The Isle of Man government assisted in the development of the game, providing the team with data about the course. The developers also traveled to the Isle of Man to capture data themselves, in an attempt to authentically recreate the island.

After three years of development, the game was eventually released in Europe on 29 April 2005 as TT Superbikes Real Road Racing, with a North American version adding Suzuki being released a few months later. The game launched the following year in Japan with an MSRP of ¥5800. The game was re-released on the North American PlayStation Store for $9.99 in September 2012, though it was only playable on the PlayStation 3.

==Reception==

TT Superbikes Real Road Racing received mixed to positive reception upon release. The game holds a score of 71 on Metacritic based on reviews from seven critics. Critics typically praised the physics and realism, but were concerned with the long loading times and lack of track variety.

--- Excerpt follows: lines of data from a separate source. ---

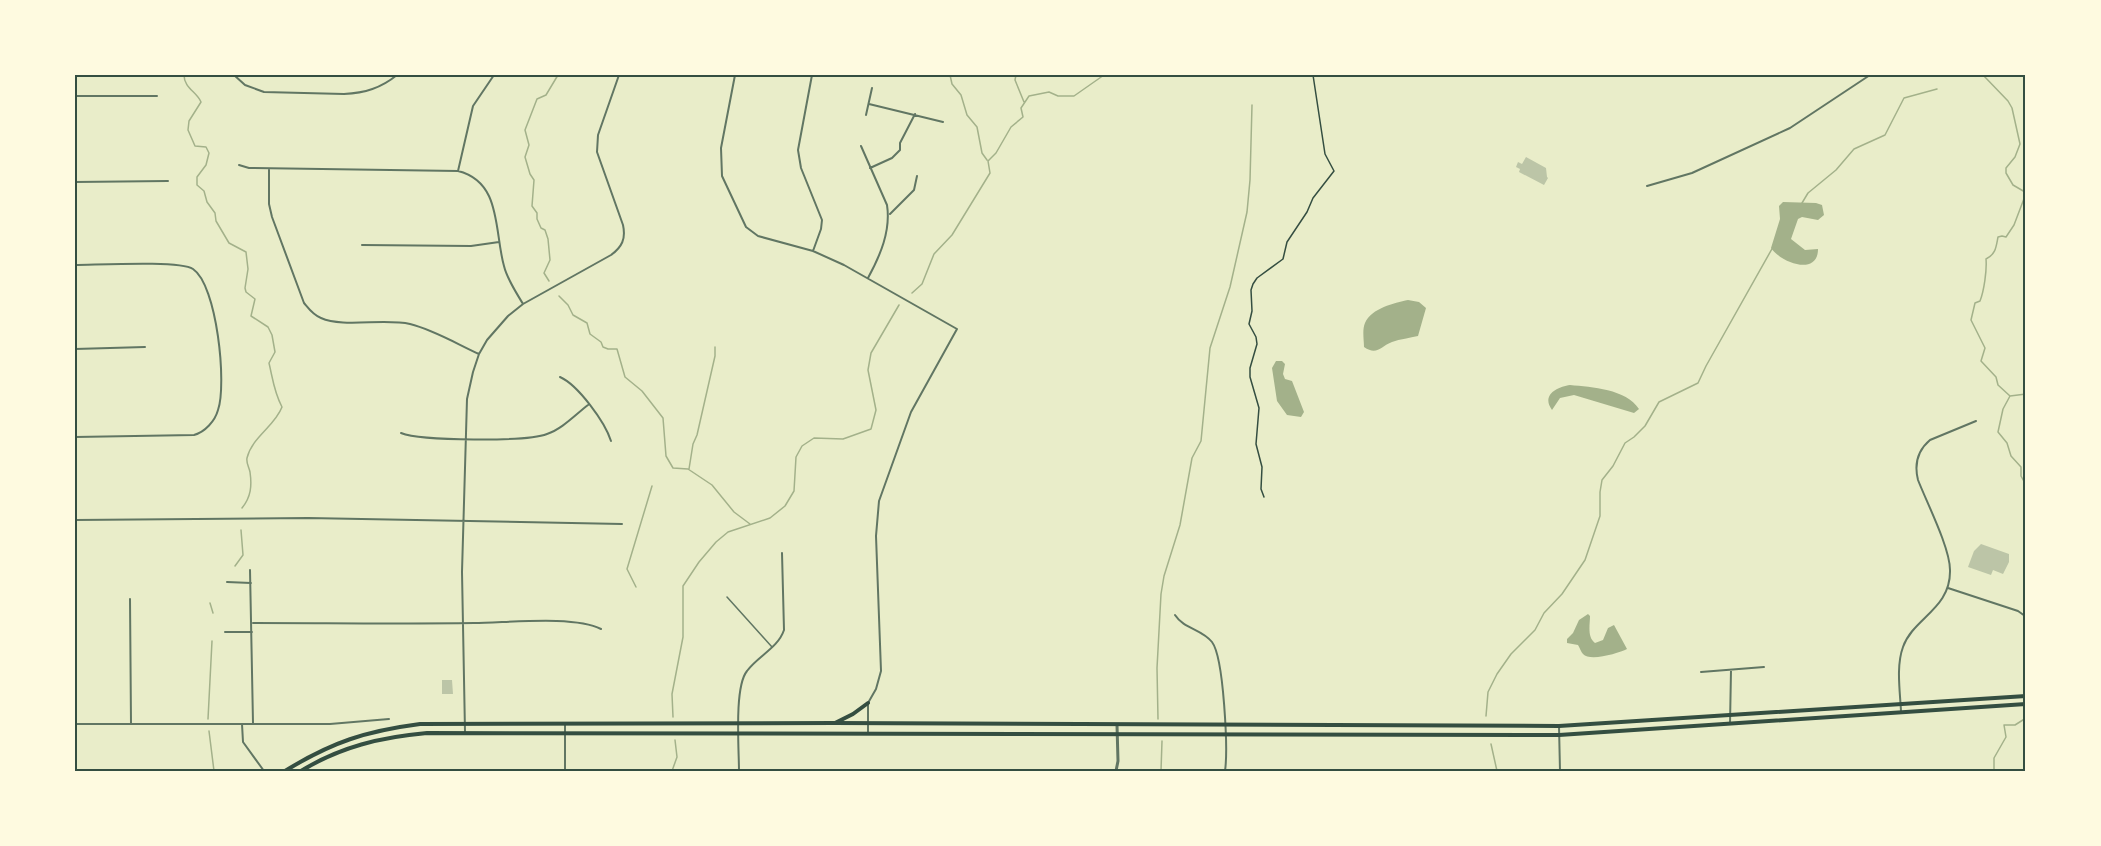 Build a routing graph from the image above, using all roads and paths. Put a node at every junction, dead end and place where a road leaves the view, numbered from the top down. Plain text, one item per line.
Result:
1 (234, 75) edge
2 (397, 75) edge
3 (494, 75) edge
4 (619, 75) edge
5 (735, 75) edge
6 (812, 75) edge
7 (1313, 75) edge
8 (1870, 75) edge
9 (872, 88) dead end
10 (75, 96) edge
11 (157, 96) dead end
12 (869, 104) junction
13 (915, 114) junction
14 (866, 115) dead end
15 (943, 122) dead end
16 (861, 146) dead end
17 (239, 165) dead end
18 (269, 168) junction
19 (870, 168) junction
20 (458, 171) junction
21 (917, 176) dead end
22 (168, 181) dead end
23 (75, 182) edge
24 (1647, 186) dead end
25 (889, 215) junction
26 (499, 242) junction
27 (362, 245) dead end
28 (813, 251) junction
29 (75, 265) edge
30 (868, 278) junction
31 (523, 304) junction
32 (145, 347) dead end
33 (75, 349) edge
34 (479, 354) junction
35 (560, 377) dead end
36 (588, 405) junction
37 (1976, 421) dead end
38 (401, 433) dead end
39 (75, 437) edge
40 (467, 438) junction
41 (611, 441) dead end
42 (1264, 496) dead end
43 (75, 520) edge
44 (464, 520) junction
45 (622, 524) dead end
46 (782, 553) dead end
47 (250, 570) dead end
48 (227, 582) dead end
49 (251, 583) junction
50 (1948, 588) junction
51 (728, 597) dead end
52 (130, 599) dead end
53 (1175, 615) dead end
54 (2025, 616) edge
55 (253, 622) junction
56 (463, 623) junction
57 (601, 628) dead end
58 (225, 632) dead end
59 (253, 632) junction
60 (772, 647) junction
61 (1764, 667) dead end
62 (1731, 670) junction
63 (1701, 672) dead end
64 (2026, 696) edge
65 (868, 703) junction
66 (1901, 704) junction
67 (2026, 704) edge
68 (1901, 713) junction
69 (1730, 716) junction
70 (388, 719) dead end
71 (242, 723) junction
72 (253, 723) junction
73 (834, 723) junction
74 (75, 724) edge
75 (131, 724) junction
76 (465, 724) junction
77 (565, 724) junction
78 (738, 724) junction
79 (868, 724) junction
80 (1730, 724) junction
81 (1117, 725) junction
82 (1224, 726) junction
83 (1559, 726) junction
84 (465, 732) junction
85 (565, 733) junction
86 (738, 733) junction
87 (868, 733) junction
88 (1225, 734) junction
89 (1117, 735) junction
90 (1559, 735) junction
91 (2026, 759) edge
92 (264, 771) edge
93 (285, 771) edge
94 (301, 771) edge
95 (565, 771) edge
96 (739, 771) edge
97 (1116, 771) edge
98 (1225, 771) edge
99 (1560, 771) edge
100 (2024, 771) edge

1 - 2 street
3 - 20 street
4 - 31 street
5 - 28 street
6 - 28 street
7 - 42 path
8 - 24 street
9 - 12 street
10 - 11 street
12 - 13 street
12 - 14 street
13 - 15 street
13 - 19 street
16 - 19 street
17 - 18 street
18 - 20 street
18 - 34 street
19 - 25 street
20 - 26 street
21 - 25 street
22 - 23 street
25 - 30 street
26 - 27 street
26 - 31 street
28 - 30 street
29 - 39 street
30 - 65 street
31 - 34 street
32 - 33 street
34 - 40 street
35 - 36 street
36 - 40 street
36 - 41 street
37 - 50 street
38 - 40 street
40 - 44 street
43 - 44 street
44 - 45 street
44 - 56 street
46 - 60 street
47 - 49 street
48 - 49 street
49 - 55 street
50 - 54 street
50 - 66 street
51 - 60 lane
52 - 75 street
53 - 82 street
55 - 56 street
55 - 59 street
56 - 57 street
56 - 76 street
58 - 59 street
59 - 72 street
60 - 78 street
61 - 62 street
62 - 63 street
62 - 69 street
64 - 66 main road
65 - 73 main road
65 - 79 street
66 - 68 street
66 - 69 main road
67 - 68 main road
68 - 80 main road
69 - 80 street
69 - 83 main road
70 - 72 street
71 - 72 street
71 - 75 street
71 - 92 street
73 - 78 main road
73 - 79 main road
74 - 75 street
76 - 77 main road
76 - 84 street
76 - 93 main road
77 - 78 main road
77 - 85 street
78 - 86 street
79 - 81 main road
79 - 87 street
80 - 90 main road
81 - 82 main road
81 - 89 street
82 - 83 main road
82 - 88 street
83 - 90 street
84 - 85 main road
84 - 94 main road
85 - 86 main road
85 - 95 street
86 - 87 main road
86 - 96 street
87 - 89 main road
88 - 89 main road
88 - 90 main road
88 - 98 street
89 - 97 street
90 - 99 street
91 - 100 street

Reviewing for IGN, Ed Lewis scored the game a 6.1/10. Lewis praised the in game physics and AI of the opponent, and ultimately called the game itself a "decent racing game", but faulted the game for not being original enough. He also criticized a lack of content, recommending more tracks and saying that the game needed more "personality". Lewis recommended players wait for the then-upcoming MotoGP 4, a similar motorcycle racing game that was to release a few months later.

Gord Goble of GameSpot praised the physics, sense of speed, sounds and realism, although criticized the "claustrophobic" two lane raceway and presence of only one track, though he would partially justify this by pointing out the longevity of the course. He would go on to award the game a score of 6.9/10, equating to "fair".

PlayStation Magazine gave the game a 7.5/10. In their review, the publication praised the physics but called the graphics average and load times "excruciatingly long".

GamesRadars short review positively compared the levels of realism to Sony's Gran Turismo series, but bashed the title for not being accessible to players not accustomed to motorbike racing games. Despite negative opinions, they highly recommended the game to players familiar with the genre, saying "TT certainly isn't for everyone...but biking aficionados will go wild with joy that they finally have a racer worthy of their beloved sport". They gave the game a score of four stars out of five.

Aggregate score
| Aggregator | Score |
|---|---|
| Metacritic | 71/100 |

Review scores
| Publication | Score |
|---|---|
| GameSpot | 6.9/10 |
| GamesRadar+ | 4/5 |
| IGN | 6.1/10 |
| PlayStation: The Official Magazine | 7.5/10 |

==Legacy==
TT Superbikes Real Road Racing has received two sequels, with both of them also being exclusive to the PlayStation 2. TT Superbikes Real Road Racing Championship was the first, coming out on 7 March 2008 in Europe. A North American version again adding the "Suzuki" brand was released the following year on 5 March. This game was also released on the PlayStation Store, being published on 4 September 2012. This was again exclusive to the North American Store, and was only playable on the PlayStation 3.

The third and final game in the series, titled TT Superbikes Legends, was released a few months after Championship, coming out in Europe on 28 November 2008. Unlike the other two games, this version was not released for other regions.